O advogado diz que, desde o início da pandemia, analisou 52 casos tributários de repercussão geral. Desses, 71% foram favoráveis ao Fisco contra os contribuintes. Em dez houve reversão do entendimento que a Corte considerava válido antes.
Para Roberto Duque Estrada, também sócio-fundador do Brigagão, Duque Estrada Advogados, a avaliação é de que o STF está tomando para si uma função que nunca teve, legislando sobre temas tributários pela inércia do Congresso.
"O Supremo está ocupando espaços vazios, exercendo, de forma oblíqua, a função legislativa que o Congresso deveria exercer em uma reforma tributária.

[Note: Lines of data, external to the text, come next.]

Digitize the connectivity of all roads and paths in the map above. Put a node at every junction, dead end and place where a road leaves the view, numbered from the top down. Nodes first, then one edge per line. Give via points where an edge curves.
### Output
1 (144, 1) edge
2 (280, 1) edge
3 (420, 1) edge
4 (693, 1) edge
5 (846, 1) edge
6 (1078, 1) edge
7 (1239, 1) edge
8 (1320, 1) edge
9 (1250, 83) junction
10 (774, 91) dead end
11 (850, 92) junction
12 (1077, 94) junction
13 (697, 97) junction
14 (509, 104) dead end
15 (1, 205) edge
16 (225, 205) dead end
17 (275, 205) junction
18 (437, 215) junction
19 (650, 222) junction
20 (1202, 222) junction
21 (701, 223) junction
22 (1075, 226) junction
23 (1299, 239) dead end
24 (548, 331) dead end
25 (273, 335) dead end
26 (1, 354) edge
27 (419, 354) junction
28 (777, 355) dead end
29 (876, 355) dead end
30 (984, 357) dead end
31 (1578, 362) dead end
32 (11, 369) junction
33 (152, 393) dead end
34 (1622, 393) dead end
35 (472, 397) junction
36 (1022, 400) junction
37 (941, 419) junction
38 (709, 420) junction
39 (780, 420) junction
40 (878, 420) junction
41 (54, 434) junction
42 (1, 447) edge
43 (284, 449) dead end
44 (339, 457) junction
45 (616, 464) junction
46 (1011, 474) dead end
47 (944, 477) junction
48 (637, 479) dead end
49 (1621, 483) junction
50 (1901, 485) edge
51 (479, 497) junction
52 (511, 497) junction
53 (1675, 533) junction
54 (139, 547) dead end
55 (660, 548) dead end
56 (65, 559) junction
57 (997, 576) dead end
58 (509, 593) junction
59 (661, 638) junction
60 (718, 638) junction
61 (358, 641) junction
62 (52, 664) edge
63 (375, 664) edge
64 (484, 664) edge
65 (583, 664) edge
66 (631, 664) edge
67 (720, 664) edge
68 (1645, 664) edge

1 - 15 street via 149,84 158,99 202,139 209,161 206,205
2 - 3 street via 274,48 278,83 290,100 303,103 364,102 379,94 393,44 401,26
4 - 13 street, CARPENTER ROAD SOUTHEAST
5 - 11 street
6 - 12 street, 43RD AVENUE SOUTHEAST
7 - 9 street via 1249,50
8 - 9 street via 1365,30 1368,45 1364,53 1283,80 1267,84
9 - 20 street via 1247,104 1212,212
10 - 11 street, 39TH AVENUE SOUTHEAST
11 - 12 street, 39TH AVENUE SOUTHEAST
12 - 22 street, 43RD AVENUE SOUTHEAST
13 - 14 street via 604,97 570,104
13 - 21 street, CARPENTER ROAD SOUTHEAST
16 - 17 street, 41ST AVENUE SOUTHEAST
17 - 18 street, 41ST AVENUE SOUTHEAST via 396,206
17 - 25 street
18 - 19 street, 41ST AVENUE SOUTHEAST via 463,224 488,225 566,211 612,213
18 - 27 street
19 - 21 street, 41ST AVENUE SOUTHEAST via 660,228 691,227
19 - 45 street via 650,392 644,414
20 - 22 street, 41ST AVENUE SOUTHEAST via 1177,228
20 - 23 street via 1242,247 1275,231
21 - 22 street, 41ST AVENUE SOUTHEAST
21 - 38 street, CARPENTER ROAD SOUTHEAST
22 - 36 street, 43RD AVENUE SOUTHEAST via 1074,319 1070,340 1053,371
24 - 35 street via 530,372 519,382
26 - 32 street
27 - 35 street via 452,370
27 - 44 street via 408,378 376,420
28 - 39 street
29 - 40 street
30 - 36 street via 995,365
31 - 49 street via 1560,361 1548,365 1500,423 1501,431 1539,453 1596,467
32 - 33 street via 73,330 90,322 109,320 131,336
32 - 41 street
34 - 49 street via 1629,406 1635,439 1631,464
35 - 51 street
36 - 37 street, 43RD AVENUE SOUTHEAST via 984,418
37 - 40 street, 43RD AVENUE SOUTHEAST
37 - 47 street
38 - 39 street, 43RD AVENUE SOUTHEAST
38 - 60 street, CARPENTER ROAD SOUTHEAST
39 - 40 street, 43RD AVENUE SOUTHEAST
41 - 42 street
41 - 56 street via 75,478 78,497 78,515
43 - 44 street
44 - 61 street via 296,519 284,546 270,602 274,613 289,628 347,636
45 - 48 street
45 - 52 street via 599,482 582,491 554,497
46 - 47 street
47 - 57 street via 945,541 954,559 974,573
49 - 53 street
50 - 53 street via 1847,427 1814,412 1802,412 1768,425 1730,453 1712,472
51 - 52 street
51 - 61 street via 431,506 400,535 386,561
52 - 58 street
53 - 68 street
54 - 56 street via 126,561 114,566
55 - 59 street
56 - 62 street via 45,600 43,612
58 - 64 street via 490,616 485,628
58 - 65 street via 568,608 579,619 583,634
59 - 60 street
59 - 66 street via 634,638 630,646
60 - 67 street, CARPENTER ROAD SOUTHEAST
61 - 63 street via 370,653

E o Congresso segue parado: não se articula com a sociedade que representa, nem com os entes da federação, sendo incapaz de construir uma reforma de consenso", avalia.
O tributarista Daniel Corrêa Szelbracikowski, sócio da Advocacia Dias de Souza, observa que o quadro atual atrasa ainda mais a reforma tributária no Congresso:
"Como votar uma reforma tributária sem antes definir e fazer uma reforma administrativa? A reforma tributária está falando de obtenção de receitas, mas não posso olhar pra esse lado de receitas sem olhar para o lado das despesas. Eu só posso dimensionar as receitas se eu tiver bem dimensionadas as despesas que o governo terá no futuro".